··· Extracted records ···

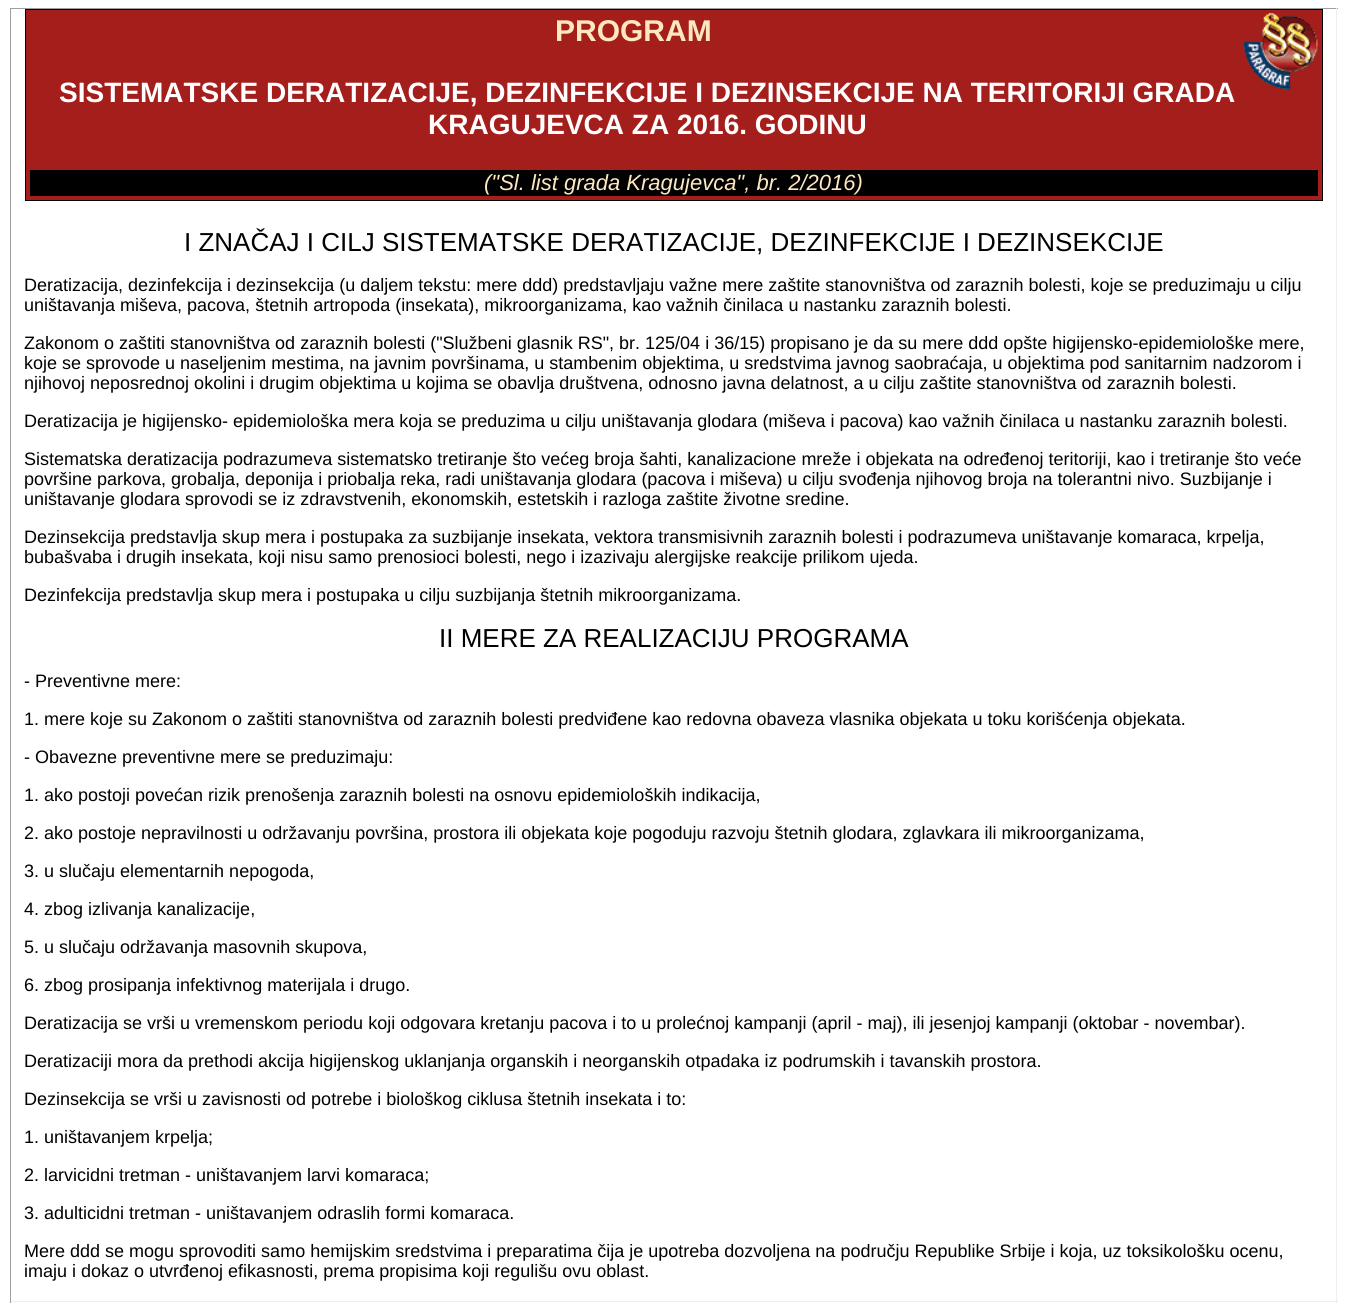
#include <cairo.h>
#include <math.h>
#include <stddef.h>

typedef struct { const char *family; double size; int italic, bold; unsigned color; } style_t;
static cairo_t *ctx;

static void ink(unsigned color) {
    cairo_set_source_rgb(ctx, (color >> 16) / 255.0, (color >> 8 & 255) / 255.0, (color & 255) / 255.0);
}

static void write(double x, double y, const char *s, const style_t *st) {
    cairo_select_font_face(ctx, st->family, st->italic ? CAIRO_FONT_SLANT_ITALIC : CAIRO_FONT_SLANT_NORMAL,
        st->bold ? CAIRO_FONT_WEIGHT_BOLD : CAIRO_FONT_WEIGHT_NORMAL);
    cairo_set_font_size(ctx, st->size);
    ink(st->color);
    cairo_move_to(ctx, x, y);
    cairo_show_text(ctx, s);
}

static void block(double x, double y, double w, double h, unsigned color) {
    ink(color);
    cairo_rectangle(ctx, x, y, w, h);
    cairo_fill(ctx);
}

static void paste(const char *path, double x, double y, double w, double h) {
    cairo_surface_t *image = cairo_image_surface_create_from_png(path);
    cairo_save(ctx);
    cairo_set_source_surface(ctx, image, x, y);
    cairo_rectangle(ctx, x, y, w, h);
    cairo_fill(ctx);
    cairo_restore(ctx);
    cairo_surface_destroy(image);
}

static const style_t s1 = {"Liberation Sans", 30, 0, 1, 0xffe8bf};
static const style_t s2 = {"Liberation Sans", 28, 0, 1, 0xffffff};
static const style_t s3 = {"Liberation Sans", 22, 1, 0, 0xffe8bf};
static const style_t s4 = {"Liberation Sans", 26, 0, 0, 0x000000};
static const style_t s5 = {"Liberation Sans", 18, 0, 0, 0x000000};

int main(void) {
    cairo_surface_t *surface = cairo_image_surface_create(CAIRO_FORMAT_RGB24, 1345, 1312);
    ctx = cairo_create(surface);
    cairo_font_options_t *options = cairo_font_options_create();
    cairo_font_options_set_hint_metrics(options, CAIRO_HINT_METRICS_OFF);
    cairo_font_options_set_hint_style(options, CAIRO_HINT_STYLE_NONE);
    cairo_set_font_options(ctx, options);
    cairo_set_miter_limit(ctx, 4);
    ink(0xffffff);
    cairo_paint(ctx);
    block(10, 8, 1328, 1, 0x9f9f9f);
    block(1336, 8, 1, 1295, 0xeeeeee);
    block(10, 1301, 1328, 1, 0xeeeeee);
    block(10, 8, 1, 1295, 0x9f9f9f);
    block(26, 10, 1296, 190, 0xa41e1c);
    paste("pic1.png", 1243, 13, 75, 77);
    cairo_rectangle(ctx, 25.5, 9.5, 1297, 191);
    ink(0x000000);
    cairo_set_line_width(ctx, 1);
    cairo_stroke(ctx);
    write(555, 41, "PROGRAM", &s1);
    write(59, 102, "SISTEMATSKE DERATIZACIJE, DEZINFEKCIJE I DEZINSEKCIJE NA TERITORIJI GRADA", &s2);
    write(428, 134, "KRAGUJEVCA ZA 2016. GODINU", &s2);
    block(30, 170, 1288, 26, 0x000000);
    write(484, 190, "(\"Sl. list grada Kragujevca\", br. 2/2016)", &s3);
    write(184, 251, "I ZNAČAJ I CILJ SISTEMATSKE DERATIZACIJE, DEZINFEKCIJE I DEZINSEKCIJE", &s4);
    write(24, 291, "Deratizacija, dezinfekcija i dezinsekcija (u daljem tekstu: mere ddd) predstavljaju važne mere zaštite stanovništva od zaraznih bolesti, koje se preduzimaju u cilju", &s5);
    write(24, 311, "uništavanja miševa, pacova, štetnih artropoda (insekata), mikroorganizama, kao važnih činilaca u nastanku zaraznih bolesti.", &s5);
    write(24, 349, "Zakonom o zaštiti stanovništva od zaraznih bolesti (\"Službeni glasnik RS\", br. 125/04 i 36/15) propisano je da su mere ddd opšte higijensko-epidemiološke mere,", &s5);
    write(24, 369, "koje se sprovode u naseljenim mestima, na javnim površinama, u stambenim objektima, u sredstvima javnog saobraćaja, u objektima pod sanitarnim nadzorom i", &s5);
    write(24, 389, "njihovoj neposrednoj okolini i drugim objektima u kojima se obavlja društvena, odnosno javna delatnost, a u cilju zaštite stanovništva od zaraznih bolesti.", &s5);
    write(24, 427, "Deratizacija je higijensko- epidemiološka mera koja se preduzima u cilju uništavanja glodara (miševa i pacova) kao važnih činilaca u nastanku zaraznih bolesti.", &s5);
    write(24, 465, "Sistematska deratizacija podrazumeva sistematsko tretiranje što većeg broja šahti, kanalizacione mreže i objekata na određenoj teritoriji, kao i tretiranje što veće", &s5);
    write(24, 485, "površine parkova, grobalja, deponija i priobalja reka, radi uništavanja glodara (pacova i miševa) u cilju svođenja njihovog broja na tolerantni nivo. Suzbijanje i", &s5);
    write(24, 505, "uništavanje glodara sprovodi se iz zdravstvenih, ekonomskih, estetskih i razloga zaštite životne sredine.", &s5);
    write(24, 543, "Dezinsekcija predstavlja skup mera i postupaka za suzbijanje insekata, vektora transmisivnih zaraznih bolesti i podrazumeva uništavanje komaraca, krpelja,", &s5);
    write(24, 563, "bubašvaba i drugih insekata, koji nisu samo prenosioci bolesti, nego i izazivaju alergijske reakcije prilikom ujeda.", &s5);
    write(24, 601, "Dezinfekcija predstavlja skup mera i postupaka u cilju suzbijanja štetnih mikroorganizama.", &s5);
    write(439, 647, "II MERE ZA REALIZACIJU PROGRAMA", &s4);
    write(24, 687, "- Preventivne mere:", &s5);
    write(24, 725, "1. mere koje su Zakonom o zaštiti stanovništva od zaraznih bolesti predviđene kao redovna obaveza vlasnika objekata u toku korišćenja objekata.", &s5);
    write(24, 763, "- Obavezne preventivne mere se preduzimaju:", &s5);
    write(24, 801, "1. ako postoji povećan rizik prenošenja zaraznih bolesti na osnovu epidemioloških indikacija,", &s5);
    write(24, 839, "2. ako postoje nepravilnosti u održavanju površina, prostora ili objekata koje pogoduju razvoju štetnih glodara, zglavkara ili mikroorganizama,", &s5);
    write(24, 877, "3. u slučaju elementarnih nepogoda,", &s5);
    write(24, 915, "4. zbog izlivanja kanalizacije,", &s5);
    write(24, 953, "5. u slučaju održavanja masovnih skupova,", &s5);
    write(24, 991, "6. zbog prosipanja infektivnog materijala i drugo.", &s5);
    write(24, 1029, "Deratizacija se vrši u vremenskom periodu koji odgovara kretanju pacova i to u prolećnoj kampanji (april - maj), ili jesenjoj kampanji (oktobar - novembar).", &s5);
    write(24, 1067, "Deratizaciji mora da prethodi akcija higijenskog uklanjanja organskih i neorganskih otpadaka iz podrumskih i tavanskih prostora.", &s5);
    write(24, 1105, "Dezinsekcija se vrši u zavisnosti od potrebe i biološkog ciklusa štetnih insekata i to:", &s5);
    write(24, 1143, "1. uništavanjem krpelja;", &s5);
    write(24, 1181, "2. larvicidni tretman - uništavanjem larvi komaraca;", &s5);
    write(24, 1219, "3. adulticidni tretman - uništavanjem odraslih formi komaraca.", &s5);
    write(24, 1257, "Mere ddd se mogu sprovoditi samo hemijskim sredstvima i preparatima čija je upotreba dozvoljena na području Republike Srbije i koja, uz toksikološku ocenu,", &s5);
    write(24, 1277, "imaju i dokaz o utvrđenoj efikasnosti, prema propisima koji regulišu ovu oblast.", &s5);
    cairo_surface_write_to_png(surface, "screenshot.png");
    cairo_font_options_destroy(options);
    cairo_destroy(ctx);
    cairo_surface_destroy(surface);
    return 0;
}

···

Work instructions
Note each line of the entries that has "void" in it, and copy those lines.

Final answer
static void ink(unsigned color) {
static void write(double x, double y, const char *s, const style_t *st) {
static void block(double x, double y, double w, double h, unsigned color) {
static void paste(const char *path, double x, double y, double w, double h) {
int main(void) {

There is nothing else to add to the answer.